E’ il paradosso di Allegri, che smentisce se stesso con l’Atletico e diventa incoerente col Genoa. Si riapre il confronto tra catenaccio e tiki-taka
Si può vincere anche giocando bene
E’ il paradosso di Allegri, che smentisce se stesso con l’Atletico e diventa incoerente col Genoa.
Gioca male, ma vince. Questo il refrain che ha accompagnato la Juve nel corso del campionato. Vero. Ma niente a che vedere con la rimonta sull’Atletico, vinto alla tedesca, con forza, tecnica e gioco di squadra.
Annullato e sterilizzato il “cholismo”, che quando esagera sembra entrare in una macchina del tempo. Un gioco che è una vera schifezza e lode ai sarristi, sacchisti, guardiolisti, che un’azione da rete l’avrebbero prodotta e una marcatura di Ronaldo più efficiente anche.
Il confronto tra catenaccio e tiki-taka
Si riapre il confronto tra catenaccio e tiki-taka (estremizzando) o, se volete, tra spettacolo e utilitarismo; tra chi spera di colpire in contropiede, distruggendo gioco e mordendo caviglie, e chi tocca palla all’infinito, aspettando Godot e il corridoio giusto per infilare la rete.
Due estremi molto annacquati per l’occasione, formule spurie, che hanno consentito, comunque, a 80mila allenatori presenti allo Stadium di immedesimarsi nel gioco della loro squadra. Stavolta, a fare spettacolo è stata la Juve (vincente) e a praticare il nulla catenacciaro l’Atletico (perdente).
La storica rimonta dell’Inter
Il clima d’attesa per l’impresa impossibile – rimontare il 2 a 0 dell’andata – ricorda la semifinale di una storica Inter-Liverpool, maggio ’65. 3 a 1 degli inglesi a casa loro, 3 a 0 a Milano incredula, con reti di Corso, Peirò, Facchetti. La sindrome cholista del catenacciaro Herrera (eresia) fruttò allora la Coppa dei campioni. Oggi una figuraccia per il Cholo e il trionfo per Ronaldo & c., diventati per l’occasione belli e potenti.
E’ vero che la Juve non gioca, ma vince? Non in coppa, però.
Si spegne sul campo l’annosa e inutile polemica sul bel gioco, che la Juve non saprebbe fare, dotata, invece, solo di soldi, fortuna e favori. Con l’Atletico non è stato così e sarebbe il caso di considerare i bianconeri per quelli che sono. Una squadra adulta, cosciente della sua forza, che sfrutta bene i privilegi e con uno statuario “ghe pensi mi” in soccorso alla bisogna. Non è la sindrome di Stoccolma a suggerire questa presa d’atto. La sequestrata che s’innamora del sequestratore. Ma la necessità, se si vuole competere, di attrezzarsi e non solo in campo. Altrimenti, la Juve continuerà a mietere scudetti, anche contro la legge dei grandi numeri.

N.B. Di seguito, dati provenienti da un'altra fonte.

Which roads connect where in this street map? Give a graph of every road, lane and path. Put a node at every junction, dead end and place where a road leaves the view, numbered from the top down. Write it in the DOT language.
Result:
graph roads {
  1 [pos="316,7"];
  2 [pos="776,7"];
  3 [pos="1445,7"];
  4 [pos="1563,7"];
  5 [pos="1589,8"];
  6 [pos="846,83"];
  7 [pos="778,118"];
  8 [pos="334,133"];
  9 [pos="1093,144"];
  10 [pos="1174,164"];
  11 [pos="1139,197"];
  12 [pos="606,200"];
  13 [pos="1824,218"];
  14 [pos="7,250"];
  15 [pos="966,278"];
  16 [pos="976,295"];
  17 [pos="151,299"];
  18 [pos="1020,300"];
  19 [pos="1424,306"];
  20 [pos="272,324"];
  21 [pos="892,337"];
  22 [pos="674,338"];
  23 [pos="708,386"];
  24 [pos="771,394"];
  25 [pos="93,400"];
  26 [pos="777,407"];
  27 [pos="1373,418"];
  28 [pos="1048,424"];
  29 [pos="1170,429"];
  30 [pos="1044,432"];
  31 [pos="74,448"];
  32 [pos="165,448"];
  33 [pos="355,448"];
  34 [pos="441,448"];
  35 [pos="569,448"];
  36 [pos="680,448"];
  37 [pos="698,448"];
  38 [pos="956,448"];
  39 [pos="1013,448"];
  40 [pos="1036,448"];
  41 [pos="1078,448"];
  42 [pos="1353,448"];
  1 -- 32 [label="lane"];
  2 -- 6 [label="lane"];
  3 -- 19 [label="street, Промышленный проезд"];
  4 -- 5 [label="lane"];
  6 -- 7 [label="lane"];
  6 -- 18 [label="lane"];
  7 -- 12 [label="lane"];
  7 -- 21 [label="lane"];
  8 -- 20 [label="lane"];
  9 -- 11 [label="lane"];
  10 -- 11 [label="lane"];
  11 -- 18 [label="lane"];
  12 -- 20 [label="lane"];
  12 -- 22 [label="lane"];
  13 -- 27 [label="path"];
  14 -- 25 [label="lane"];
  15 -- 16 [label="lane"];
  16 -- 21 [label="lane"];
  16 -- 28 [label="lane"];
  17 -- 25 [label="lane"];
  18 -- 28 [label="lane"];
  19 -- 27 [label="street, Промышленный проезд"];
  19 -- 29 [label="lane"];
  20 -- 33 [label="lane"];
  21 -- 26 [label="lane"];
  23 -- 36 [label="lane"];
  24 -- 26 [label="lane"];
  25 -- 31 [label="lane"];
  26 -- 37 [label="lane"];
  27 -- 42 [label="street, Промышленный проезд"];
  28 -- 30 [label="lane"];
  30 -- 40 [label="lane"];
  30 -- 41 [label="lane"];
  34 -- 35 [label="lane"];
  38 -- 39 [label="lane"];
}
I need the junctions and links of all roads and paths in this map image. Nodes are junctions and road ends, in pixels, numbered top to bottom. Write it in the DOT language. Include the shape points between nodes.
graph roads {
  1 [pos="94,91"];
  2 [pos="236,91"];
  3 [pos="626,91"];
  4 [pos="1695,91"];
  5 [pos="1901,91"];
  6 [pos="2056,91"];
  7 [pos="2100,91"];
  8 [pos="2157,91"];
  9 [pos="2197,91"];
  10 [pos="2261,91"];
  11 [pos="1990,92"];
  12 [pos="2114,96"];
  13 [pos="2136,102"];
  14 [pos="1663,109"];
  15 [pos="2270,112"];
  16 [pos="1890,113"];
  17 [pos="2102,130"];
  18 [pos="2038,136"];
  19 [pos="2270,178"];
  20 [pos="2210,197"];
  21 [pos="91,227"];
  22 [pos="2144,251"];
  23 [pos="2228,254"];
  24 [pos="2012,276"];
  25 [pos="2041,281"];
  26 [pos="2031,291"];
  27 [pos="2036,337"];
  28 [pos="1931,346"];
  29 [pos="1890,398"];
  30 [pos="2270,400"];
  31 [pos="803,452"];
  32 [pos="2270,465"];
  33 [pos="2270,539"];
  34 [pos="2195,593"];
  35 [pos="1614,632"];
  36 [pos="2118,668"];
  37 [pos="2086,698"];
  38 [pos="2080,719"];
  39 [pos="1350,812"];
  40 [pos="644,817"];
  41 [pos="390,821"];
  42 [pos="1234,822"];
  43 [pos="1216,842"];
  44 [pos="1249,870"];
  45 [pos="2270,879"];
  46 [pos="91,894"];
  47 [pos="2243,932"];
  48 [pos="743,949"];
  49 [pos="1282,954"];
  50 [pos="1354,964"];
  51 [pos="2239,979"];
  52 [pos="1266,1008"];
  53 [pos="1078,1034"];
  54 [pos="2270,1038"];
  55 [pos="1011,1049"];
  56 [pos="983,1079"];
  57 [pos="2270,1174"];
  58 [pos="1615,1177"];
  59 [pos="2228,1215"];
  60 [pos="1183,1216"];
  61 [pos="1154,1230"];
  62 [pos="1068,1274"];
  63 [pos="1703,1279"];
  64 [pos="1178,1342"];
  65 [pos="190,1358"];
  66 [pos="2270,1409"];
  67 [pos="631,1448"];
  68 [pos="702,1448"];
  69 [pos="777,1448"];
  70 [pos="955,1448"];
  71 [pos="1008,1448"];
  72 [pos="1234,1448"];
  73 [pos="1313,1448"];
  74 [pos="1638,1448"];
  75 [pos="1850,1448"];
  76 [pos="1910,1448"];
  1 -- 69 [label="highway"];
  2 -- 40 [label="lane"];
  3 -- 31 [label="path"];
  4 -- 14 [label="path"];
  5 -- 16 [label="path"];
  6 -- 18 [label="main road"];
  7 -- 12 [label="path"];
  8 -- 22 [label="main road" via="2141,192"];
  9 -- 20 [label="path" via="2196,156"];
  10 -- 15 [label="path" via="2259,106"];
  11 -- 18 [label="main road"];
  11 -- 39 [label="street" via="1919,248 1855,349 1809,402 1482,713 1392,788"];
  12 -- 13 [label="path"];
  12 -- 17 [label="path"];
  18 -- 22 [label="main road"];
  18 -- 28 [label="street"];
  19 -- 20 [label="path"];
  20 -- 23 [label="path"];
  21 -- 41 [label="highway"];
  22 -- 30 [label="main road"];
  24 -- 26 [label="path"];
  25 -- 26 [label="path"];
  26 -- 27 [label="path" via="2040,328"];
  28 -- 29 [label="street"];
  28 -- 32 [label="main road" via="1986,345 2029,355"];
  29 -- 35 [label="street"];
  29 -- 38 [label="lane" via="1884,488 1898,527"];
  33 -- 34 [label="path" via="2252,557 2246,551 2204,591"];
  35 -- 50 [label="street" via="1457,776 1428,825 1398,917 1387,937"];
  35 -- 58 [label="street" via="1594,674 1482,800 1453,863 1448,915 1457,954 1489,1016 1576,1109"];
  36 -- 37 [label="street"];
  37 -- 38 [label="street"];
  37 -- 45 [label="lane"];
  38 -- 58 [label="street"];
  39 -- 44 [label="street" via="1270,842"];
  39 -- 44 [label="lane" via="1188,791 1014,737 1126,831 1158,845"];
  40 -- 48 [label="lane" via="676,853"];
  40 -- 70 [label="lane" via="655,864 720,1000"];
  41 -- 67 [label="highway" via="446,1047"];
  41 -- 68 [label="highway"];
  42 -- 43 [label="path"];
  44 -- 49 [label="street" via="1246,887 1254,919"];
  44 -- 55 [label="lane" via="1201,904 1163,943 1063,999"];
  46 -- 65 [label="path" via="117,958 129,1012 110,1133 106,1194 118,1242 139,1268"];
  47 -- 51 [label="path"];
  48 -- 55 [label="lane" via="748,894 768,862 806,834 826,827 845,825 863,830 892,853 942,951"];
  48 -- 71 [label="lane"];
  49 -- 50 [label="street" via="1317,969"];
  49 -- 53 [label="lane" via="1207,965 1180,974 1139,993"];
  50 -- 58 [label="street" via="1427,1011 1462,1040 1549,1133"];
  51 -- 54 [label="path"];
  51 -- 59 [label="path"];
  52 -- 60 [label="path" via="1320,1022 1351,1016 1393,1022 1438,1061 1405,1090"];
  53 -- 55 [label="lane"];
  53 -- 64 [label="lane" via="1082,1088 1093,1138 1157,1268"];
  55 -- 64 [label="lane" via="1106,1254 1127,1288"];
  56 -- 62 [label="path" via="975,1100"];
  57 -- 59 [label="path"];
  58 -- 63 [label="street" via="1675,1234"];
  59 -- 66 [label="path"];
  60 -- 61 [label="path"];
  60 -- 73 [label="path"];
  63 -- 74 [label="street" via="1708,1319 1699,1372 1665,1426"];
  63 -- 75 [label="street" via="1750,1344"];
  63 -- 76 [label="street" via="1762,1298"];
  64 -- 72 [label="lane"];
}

Che rimane della concorrenza?
La domanda c’è tutta. Qual è la più bella del reame? Lasciando stare la Juve, che è fuori concorso, facciamo un gioco di specchi tra Napoli e Inter, due realtà delle cinque date per vive agli inizi del campionato. La prima alle prese con la transizione ancelottiana. La seconda candidata d’ufficio al ruolo di anti-Juve. Passano pochi mesi e gli azzurri si sono ritrovati da soli ad affrontare la Signora. Almeno fino a quando hanno potuto. Mentre i nerazzurri si sono aggrovigliati nella rete di una crisi-non crisi e addio al ruolo di protagonista.
Il cineNapoli di DeLa doveva transitare da Sarri ad Ancelotti, con un terzo di giocatori nuovi da lanciare nella mischia. Giovani e plusvalenti. Si passava dagli schemi “socialisti” del gioco collettivo a quelli “liberal” del singolo che risolve da solo la partita; dalla rigida chiamata alle armi dei titolarissimi alla panchina delle riserve che restavano tali; dal controllo totale del campo alla tattica dello “scippa e fuje”.
L’Inter cinese di Steven Zhang, proveniente da dispendiose campagne acquisti, doveva finalmente fare squadra e gioco, trasformando una ciurma in un’orchestra, con l’aggiunta del Milan, nuovo vicino di casa e di punteggio, in una sorta di derby intercontinentale.
Cosa ha decretato, invece, il campionato reale e la smentita di tutte le previsioni e classifiche di carta? Parafrasando la Naturalis Historia di Plinio il Vecchio: come un’azienda artigianale cum grano salis riesce a superare multinazionali e fondi d’investimento sine grano salis. Almeno nel calcio.